Emerald Empire p. 43 states:
Rokugan is a society where every residence is crowded and privacy is rare and difficult to attain. If that were not enough, most internal walls (and even some external ones) are made of paper. The Rokugani have devised a variety of social conventions to get around this problem, of which the most basic is simply to refuse to notice anything that does not concern them personally. Thus a Rokugani guest will sit quietly in his room, pretending not to hear a bitter argument between his host’s family members in the adjoining room.
Certainly this illustrates that causing the other samurai to lose on by reacting to his unobserved dishonorable behavior would be a breach of etiquette. It seems unclear whether or not noting that behavior and conversation, assuming you witnessed it with your eyes, for later use would be. The text continues:
One of the more specialized variants on this social rule involves the use of shoji screens—folding screens of paper or silk, mounted in thin wooden frames. These can be moved anywhere within a residence, and by social compact they are considered the same as walls—so a pair of samurai may arrange “privacy” simply by stepping behind a convenient shoji, without ever leaving the room. Of course, whatever they say will be clearly audible, but the Empire’s social rules mean that anyone who refers to their “private” conversation will be confessing to eavesdropping, instantly placing themselves in the wrong."

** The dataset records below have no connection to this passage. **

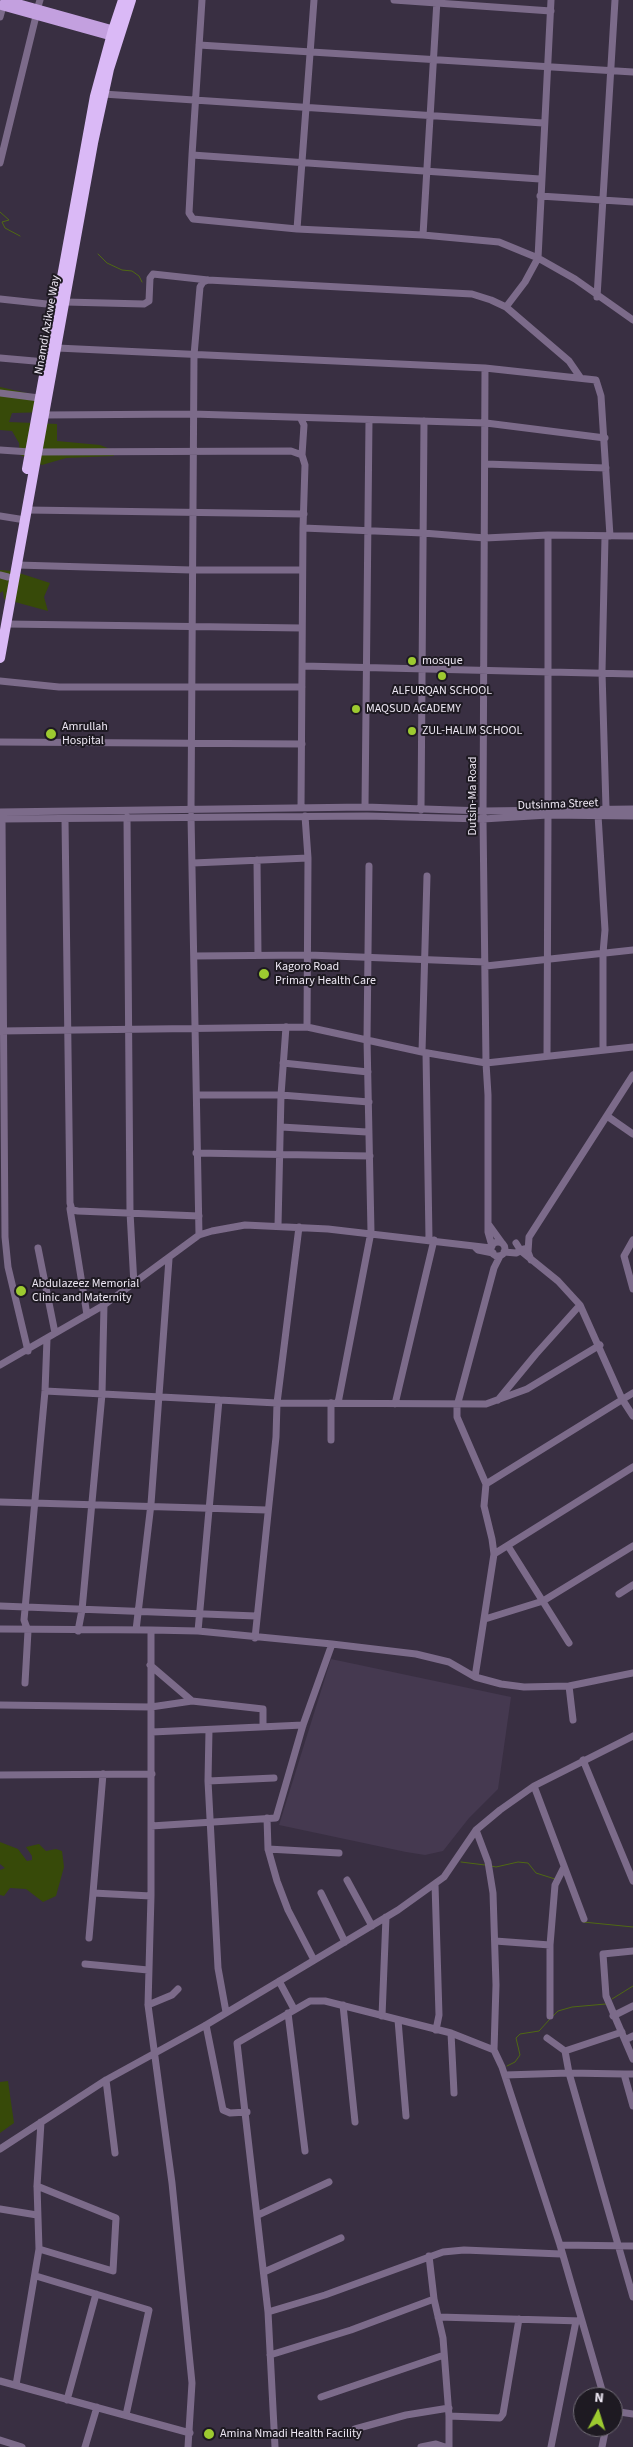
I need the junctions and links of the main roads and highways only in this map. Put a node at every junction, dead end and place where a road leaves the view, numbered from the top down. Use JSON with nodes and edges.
{"nodes":[{"id":1,"x":123,"y":0,"type":"edge"},
{"id":2,"x":132,"y":0,"type":"edge"},
{"id":3,"x":2,"y":4,"type":"edge"},
{"id":4,"x":112,"y":33,"type":"junction"},
{"id":5,"x":60,"y":303,"type":"junction"},
{"id":6,"x":34,"y":452,"type":"junction"},
{"id":7,"x":4,"y":576,"type":"edge"},
{"id":8,"x":3,"y":622,"type":"edge"},
{"id":9,"x":0,"y":658,"type":"edge"}],
"edges":[{"from":1,"to":4,"type":"highway","name":"Nnamdi Azikwe Way"},
{"from":2,"to":5,"type":"highway","name":"Nnamdi Azikwe Way"},
{"from":3,"to":4,"type":"main road"},
{"from":4,"to":5,"type":"highway","name":"Nnamdi Azikwe Way"},
{"from":5,"to":6,"type":"highway","name":"Nnamdi Azikwe Way"},
{"from":5,"to":6,"type":"highway","name":"Nnamdi Azikwe Way"},
{"from":6,"to":7,"type":"highway","name":"Nnamdi Azikwe Way"},
{"from":6,"to":8,"type":"highway","name":"Nnamdi Azikwe Way"},
{"from":7,"to":8,"type":"highway","name":"Nnamdi Azikwe Way"},
{"from":8,"to":9,"type":"highway","name":"Nnamdi Azikwe Way"}]}
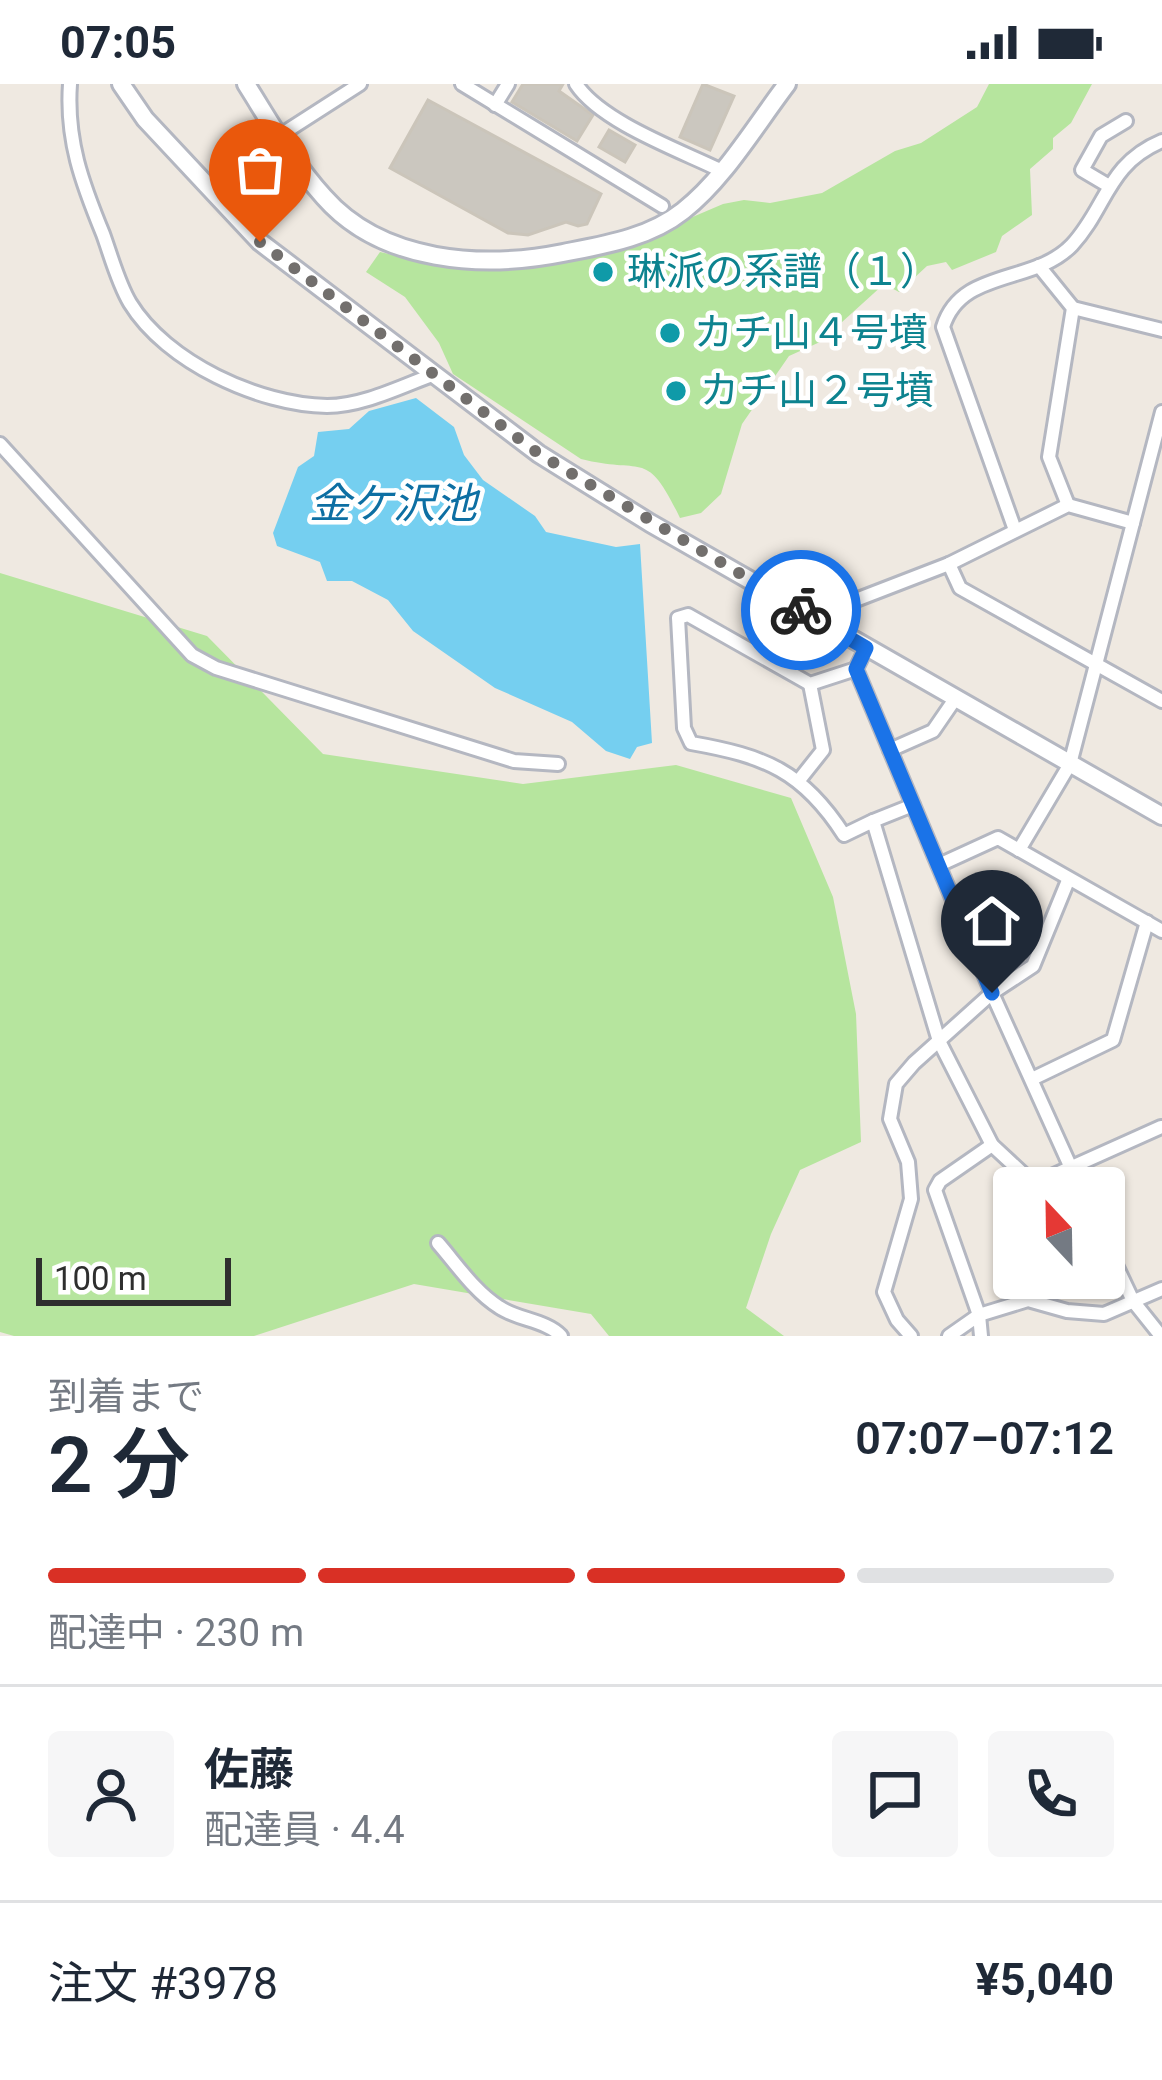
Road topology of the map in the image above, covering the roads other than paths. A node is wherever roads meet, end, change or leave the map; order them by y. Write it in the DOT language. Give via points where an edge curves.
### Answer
graph roads {
  1 [pos="70,84"];
  2 [pos="121,84"];
  3 [pos="245,84"];
  4 [pos="360,84"];
  5 [pos="462,84"];
  6 [pos="508,84"];
  7 [pos="575,84"];
  8 [pos="787,84"];
  9 [pos="495,105"];
  10 [pos="1126,121"];
  11 [pos="279,136"];
  12 [pos="1162,141"];
  13 [pos="720,170"];
  14 [pos="1108,186"];
  15 [pos="662,206"];
  16 [pos="1039,266"];
  17 [pos="1073,308"];
  18 [pos="1162,330"];
  19 [pos="432,375"];
  20 [pos="1161,421"];
  21 [pos="0,444"];
  22 [pos="1068,505"];
  23 [pos="1133,523"];
  24 [pos="1015,530"];
  25 [pos="949,564"];
  26 [pos="824,623"];
  27 [pos="866,648"];
  28 [pos="1096,667"];
  29 [pos="856,669"];
  30 [pos="810,684"];
  31 [pos="955,699"];
  32 [pos="1162,701"];
  33 [pos="890,750"];
  34 [pos="558,764"];
  35 [pos="1070,764"];
  36 [pos="800,779"];
  37 [pos="913,805"];
  38 [pos="1162,816"];
  39 [pos="873,821"];
  40 [pos="1019,850"];
  41 [pos="938,865"];
  42 [pos="1067,883"];
  43 [pos="1147,922"];
  44 [pos="1162,931"];
  45 [pos="992,993"];
  46 [pos="939,1040"];
  47 [pos="1032,1078"];
  48 [pos="1162,1127"];
  49 [pos="992,1145"];
  50 [pos="1070,1166"];
  51 [pos="438,1243"];
  52 [pos="1125,1284"];
  53 [pos="1162,1288"];
  54 [pos="1133,1301"];
  55 [pos="979,1315"];
  56 [pos="561,1336"];
  57 [pos="911,1336"];
  58 [pos="949,1336"];
  59 [pos="980,1336"];
  60 [pos="1161,1336"];
  1 -- 19 [label="street" via="75,165 130,303 162,340 201,370 258,393 327,406"];
  2 -- 19 [label="street" via="260,242"];
  3 -- 11 [label="street"];
  4 -- 11 [label="street"];
  5 -- 9 [label="street"];
  6 -- 9 [label="street"];
  7 -- 13 [label="street" via="626,124"];
  8 -- 13 [label="street"];
  9 -- 15 [label="street"];
  10 -- 14 [label="street" via="1101,136 1082,170"];
  11 -- 13 [label="street" via="327,201 358,224 421,252 484,262 577,250 658,227"];
  12 -- 14 [label="street" via="1122,166"];
  14 -- 16 [label="street" via="1071,245"];
  16 -- 17 [label="street"];
  16 -- 24 [label="street" via="963,293 943,327"];
  17 -- 18 [label="street"];
  17 -- 22 [label="street" via="1049,457"];
  19 -- 26 [label="street" via="539,454"];
  20 -- 23 [label="street"];
  21 -- 34 [label="street" via="192,655 514,760"];
  22 -- 23 [label="street"];
  22 -- 24 [label="street"];
  23 -- 28 [label="street"];
  24 -- 25 [label="street"];
  25 -- 26 [label="street" via="835,608"];
  25 -- 28 [label="street" via="960,588"];
  26 -- 27 [label="street"];
  27 -- 29 [label="street"];
  27 -- 31 [label="street"];
  28 -- 32 [label="street"];
  28 -- 35 [label="street"];
  29 -- 30 [label="street"];
  29 -- 33 [label="street"];
  30 -- 36 [label="street" via="823,750"];
  30 -- 36 [label="street" via="688,615 678,618 691,743"];
  31 -- 33 [label="street" via="933,731"];
  31 -- 35 [label="street"];
  33 -- 37 [label="street"];
  35 -- 38 [label="street"];
  35 -- 40 [label="street"];
  36 -- 39 [label="street" via="844,836"];
  37 -- 39 [label="street"];
  37 -- 41 [label="street"];
  39 -- 46 [label="street"];
  40 -- 41 [label="street" via="998,838"];
  40 -- 43 [label="street"];
  41 -- 45 [label="street"];
  42 -- 45 [label="street" via="1033,966"];
  43 -- 44 [label="street"];
  43 -- 47 [label="street" via="1113,1040"];
  45 -- 46 [label="street"];
  45 -- 47 [label="street"];
  46 -- 49 [label="street"];
  46 -- 57 [label="street" via="896,1084 890,1119 908,1162 911,1199 884,1292"];
  47 -- 50 [label="street"];
  48 -- 50 [label="street"];
  49 -- 50 [label="street" via="1034,1184"];
  49 -- 55 [label="street" via="935,1190"];
  51 -- 56 [label="street" via="498,1307"];
  52 -- 54 [label="street"];
  53 -- 54 [label="street"];
  54 -- 55 [label="street" via="1104,1314 1028,1300"];
  54 -- 60 [label="street"];
  55 -- 58 [label="street"];
  55 -- 59 [label="street"];
}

Herein eavesdropping is defined as listening in on a conversation made "private" by use of a shoji screen. There are a number of other references in the books to eavesdropping but the context is always the same or ambiguous. It never seems to explicitly be used in the modern sense (listening to a conversation you are not party to).
Is there any text in any edition or fiction that specifically calls out listening to a conversation you are not party to as being dishonorable (that does not use the word eavesdropping or does so in a manner that illustrates that physical barriers were not involved)? Is there any text that clarifies that that acting on a conversation that is overheard is fine?
I can argue circles around this subject from both sides all day, so I'm specifically looking for references that provide a concrete answer.